▶ **Task to carry out**
All lines in the records below with the word "SkPaint" must be returned.

Stored data
•••••

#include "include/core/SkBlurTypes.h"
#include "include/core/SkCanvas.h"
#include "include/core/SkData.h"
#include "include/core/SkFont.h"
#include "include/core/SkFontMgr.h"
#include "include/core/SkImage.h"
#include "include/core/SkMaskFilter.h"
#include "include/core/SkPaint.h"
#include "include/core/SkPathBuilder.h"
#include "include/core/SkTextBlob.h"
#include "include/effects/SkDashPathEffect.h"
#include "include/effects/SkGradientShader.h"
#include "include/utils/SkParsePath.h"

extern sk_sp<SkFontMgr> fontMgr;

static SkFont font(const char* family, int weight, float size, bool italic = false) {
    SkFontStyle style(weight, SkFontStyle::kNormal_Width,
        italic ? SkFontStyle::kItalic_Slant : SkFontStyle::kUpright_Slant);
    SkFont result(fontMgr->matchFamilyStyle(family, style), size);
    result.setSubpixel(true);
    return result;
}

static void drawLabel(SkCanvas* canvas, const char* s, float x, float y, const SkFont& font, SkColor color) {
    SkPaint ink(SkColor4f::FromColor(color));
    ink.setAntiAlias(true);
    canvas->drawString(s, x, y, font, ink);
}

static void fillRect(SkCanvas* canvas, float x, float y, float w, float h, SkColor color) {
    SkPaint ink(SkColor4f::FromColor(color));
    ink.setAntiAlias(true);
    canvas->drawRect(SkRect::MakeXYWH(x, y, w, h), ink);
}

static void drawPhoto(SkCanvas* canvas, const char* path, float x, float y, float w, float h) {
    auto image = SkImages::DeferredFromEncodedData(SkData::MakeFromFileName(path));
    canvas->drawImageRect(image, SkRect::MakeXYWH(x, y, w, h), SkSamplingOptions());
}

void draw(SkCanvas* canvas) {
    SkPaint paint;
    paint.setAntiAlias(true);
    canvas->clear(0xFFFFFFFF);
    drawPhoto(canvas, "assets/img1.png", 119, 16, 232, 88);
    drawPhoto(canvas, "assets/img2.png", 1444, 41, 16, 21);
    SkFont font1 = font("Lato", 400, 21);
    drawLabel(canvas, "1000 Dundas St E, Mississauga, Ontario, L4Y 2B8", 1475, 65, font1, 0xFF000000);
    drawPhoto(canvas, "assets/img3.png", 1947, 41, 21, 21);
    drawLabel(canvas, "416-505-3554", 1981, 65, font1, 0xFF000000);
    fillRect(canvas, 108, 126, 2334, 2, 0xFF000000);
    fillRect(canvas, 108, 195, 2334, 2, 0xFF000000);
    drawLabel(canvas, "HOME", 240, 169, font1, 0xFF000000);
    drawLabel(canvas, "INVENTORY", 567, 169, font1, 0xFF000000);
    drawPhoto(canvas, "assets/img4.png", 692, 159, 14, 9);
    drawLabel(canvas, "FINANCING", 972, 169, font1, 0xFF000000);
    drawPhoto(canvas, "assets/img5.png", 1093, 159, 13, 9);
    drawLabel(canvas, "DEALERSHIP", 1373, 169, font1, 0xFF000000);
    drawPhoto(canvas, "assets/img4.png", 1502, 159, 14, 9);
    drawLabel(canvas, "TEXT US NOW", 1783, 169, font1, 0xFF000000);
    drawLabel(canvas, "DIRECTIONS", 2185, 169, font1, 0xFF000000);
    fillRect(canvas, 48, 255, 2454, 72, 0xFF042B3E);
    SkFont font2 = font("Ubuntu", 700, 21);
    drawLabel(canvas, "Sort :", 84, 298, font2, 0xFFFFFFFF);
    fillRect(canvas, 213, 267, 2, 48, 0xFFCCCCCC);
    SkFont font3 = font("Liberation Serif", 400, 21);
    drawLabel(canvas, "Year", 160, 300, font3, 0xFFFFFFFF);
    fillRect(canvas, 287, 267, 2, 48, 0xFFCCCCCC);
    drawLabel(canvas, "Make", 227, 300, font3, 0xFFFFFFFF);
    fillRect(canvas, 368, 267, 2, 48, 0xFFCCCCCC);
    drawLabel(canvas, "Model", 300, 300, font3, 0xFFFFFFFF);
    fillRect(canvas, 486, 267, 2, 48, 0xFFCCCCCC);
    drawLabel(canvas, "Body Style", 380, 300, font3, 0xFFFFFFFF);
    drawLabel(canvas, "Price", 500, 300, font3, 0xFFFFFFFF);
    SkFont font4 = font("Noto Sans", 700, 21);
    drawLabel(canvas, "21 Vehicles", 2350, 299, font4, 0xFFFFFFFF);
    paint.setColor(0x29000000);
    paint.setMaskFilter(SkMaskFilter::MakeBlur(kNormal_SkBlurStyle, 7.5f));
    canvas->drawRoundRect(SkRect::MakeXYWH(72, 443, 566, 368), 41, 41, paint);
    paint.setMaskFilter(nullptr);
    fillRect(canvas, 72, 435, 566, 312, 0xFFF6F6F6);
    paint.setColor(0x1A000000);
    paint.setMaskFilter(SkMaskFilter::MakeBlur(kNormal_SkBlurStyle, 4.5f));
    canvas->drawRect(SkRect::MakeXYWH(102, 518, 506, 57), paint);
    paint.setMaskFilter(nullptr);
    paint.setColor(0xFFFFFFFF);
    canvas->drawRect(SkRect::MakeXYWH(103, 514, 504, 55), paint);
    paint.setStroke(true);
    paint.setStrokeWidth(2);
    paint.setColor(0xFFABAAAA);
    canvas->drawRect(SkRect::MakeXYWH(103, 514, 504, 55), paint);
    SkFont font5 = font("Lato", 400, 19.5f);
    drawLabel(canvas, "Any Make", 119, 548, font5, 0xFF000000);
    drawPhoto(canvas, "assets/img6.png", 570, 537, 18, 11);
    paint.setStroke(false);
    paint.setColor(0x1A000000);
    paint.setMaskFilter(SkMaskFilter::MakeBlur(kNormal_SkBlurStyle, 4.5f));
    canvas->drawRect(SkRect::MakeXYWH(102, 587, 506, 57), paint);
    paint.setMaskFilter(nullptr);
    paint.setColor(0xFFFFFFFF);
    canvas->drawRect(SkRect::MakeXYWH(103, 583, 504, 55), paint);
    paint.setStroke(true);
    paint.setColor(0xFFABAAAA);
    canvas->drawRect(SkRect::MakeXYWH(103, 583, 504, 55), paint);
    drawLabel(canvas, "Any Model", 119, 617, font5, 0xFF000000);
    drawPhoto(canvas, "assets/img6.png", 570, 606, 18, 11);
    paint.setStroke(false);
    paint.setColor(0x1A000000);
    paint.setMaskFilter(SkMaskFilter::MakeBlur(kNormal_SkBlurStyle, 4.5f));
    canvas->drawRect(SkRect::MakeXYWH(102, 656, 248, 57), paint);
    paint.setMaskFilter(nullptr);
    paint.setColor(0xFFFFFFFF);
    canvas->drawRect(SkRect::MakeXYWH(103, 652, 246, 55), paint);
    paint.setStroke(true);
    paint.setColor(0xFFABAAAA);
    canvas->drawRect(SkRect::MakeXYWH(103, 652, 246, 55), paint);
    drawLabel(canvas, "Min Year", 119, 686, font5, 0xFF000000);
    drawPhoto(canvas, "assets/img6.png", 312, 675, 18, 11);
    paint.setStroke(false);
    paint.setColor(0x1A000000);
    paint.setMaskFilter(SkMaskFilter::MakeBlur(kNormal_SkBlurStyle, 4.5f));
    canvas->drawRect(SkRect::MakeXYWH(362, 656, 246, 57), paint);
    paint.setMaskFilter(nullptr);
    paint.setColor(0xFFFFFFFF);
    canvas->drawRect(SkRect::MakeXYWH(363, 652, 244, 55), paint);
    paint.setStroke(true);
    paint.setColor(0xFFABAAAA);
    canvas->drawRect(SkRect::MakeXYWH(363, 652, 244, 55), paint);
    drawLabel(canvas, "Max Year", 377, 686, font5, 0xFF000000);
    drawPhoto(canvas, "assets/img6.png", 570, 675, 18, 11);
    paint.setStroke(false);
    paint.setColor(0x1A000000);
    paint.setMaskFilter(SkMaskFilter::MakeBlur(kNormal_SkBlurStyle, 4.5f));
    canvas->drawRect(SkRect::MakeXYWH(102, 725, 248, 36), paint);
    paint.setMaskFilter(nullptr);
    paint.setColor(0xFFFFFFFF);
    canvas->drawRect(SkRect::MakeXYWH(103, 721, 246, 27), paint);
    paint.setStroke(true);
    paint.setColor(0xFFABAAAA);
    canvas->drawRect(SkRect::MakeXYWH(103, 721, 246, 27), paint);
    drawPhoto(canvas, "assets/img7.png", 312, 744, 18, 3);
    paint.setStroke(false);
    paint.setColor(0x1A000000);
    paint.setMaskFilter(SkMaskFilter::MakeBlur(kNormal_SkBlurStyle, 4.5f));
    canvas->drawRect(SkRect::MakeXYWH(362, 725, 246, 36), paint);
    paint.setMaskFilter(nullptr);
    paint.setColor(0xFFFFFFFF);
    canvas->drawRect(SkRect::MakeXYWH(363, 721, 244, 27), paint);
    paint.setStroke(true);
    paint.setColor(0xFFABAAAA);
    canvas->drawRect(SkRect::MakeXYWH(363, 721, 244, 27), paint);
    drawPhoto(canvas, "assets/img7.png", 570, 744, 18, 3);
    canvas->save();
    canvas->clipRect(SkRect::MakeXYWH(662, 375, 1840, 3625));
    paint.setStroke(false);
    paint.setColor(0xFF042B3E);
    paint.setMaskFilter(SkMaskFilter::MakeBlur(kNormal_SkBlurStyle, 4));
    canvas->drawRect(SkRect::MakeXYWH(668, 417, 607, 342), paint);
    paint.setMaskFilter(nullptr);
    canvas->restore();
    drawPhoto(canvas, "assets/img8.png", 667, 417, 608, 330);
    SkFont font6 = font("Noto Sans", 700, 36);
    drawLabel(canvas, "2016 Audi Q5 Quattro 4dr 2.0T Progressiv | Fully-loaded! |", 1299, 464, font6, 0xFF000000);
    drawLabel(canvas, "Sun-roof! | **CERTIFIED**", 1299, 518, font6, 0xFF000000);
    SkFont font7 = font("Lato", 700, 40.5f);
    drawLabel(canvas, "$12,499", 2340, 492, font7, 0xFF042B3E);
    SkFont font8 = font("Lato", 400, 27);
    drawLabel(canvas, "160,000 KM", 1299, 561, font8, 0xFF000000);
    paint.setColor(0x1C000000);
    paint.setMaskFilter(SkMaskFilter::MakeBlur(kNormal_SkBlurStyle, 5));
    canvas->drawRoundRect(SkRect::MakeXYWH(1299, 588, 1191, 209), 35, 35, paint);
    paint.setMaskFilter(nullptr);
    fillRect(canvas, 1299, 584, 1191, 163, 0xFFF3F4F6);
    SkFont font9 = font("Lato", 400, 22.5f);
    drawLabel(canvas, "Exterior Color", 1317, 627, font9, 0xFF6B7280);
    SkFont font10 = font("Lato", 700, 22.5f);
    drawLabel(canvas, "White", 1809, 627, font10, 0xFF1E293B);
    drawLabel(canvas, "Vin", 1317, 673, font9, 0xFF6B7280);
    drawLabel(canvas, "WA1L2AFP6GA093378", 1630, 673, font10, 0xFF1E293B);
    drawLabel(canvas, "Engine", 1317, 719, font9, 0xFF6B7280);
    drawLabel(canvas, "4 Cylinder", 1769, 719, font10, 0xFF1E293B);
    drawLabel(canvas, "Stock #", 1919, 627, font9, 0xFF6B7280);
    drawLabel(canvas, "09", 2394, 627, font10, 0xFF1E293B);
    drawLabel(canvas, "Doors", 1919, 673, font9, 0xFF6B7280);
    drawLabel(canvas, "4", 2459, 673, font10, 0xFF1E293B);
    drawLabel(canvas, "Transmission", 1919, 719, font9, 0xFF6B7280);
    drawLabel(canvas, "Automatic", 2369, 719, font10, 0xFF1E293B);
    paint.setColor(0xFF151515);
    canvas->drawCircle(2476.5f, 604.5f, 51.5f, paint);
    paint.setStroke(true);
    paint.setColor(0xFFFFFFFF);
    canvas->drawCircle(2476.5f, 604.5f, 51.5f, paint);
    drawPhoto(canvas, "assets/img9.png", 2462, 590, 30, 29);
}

•••••

▶ **Result**
#include "include/core/SkPaint.h"
    SkPaint ink(SkColor4f::FromColor(color));
    SkPaint ink(SkColor4f::FromColor(color));
    SkPaint paint;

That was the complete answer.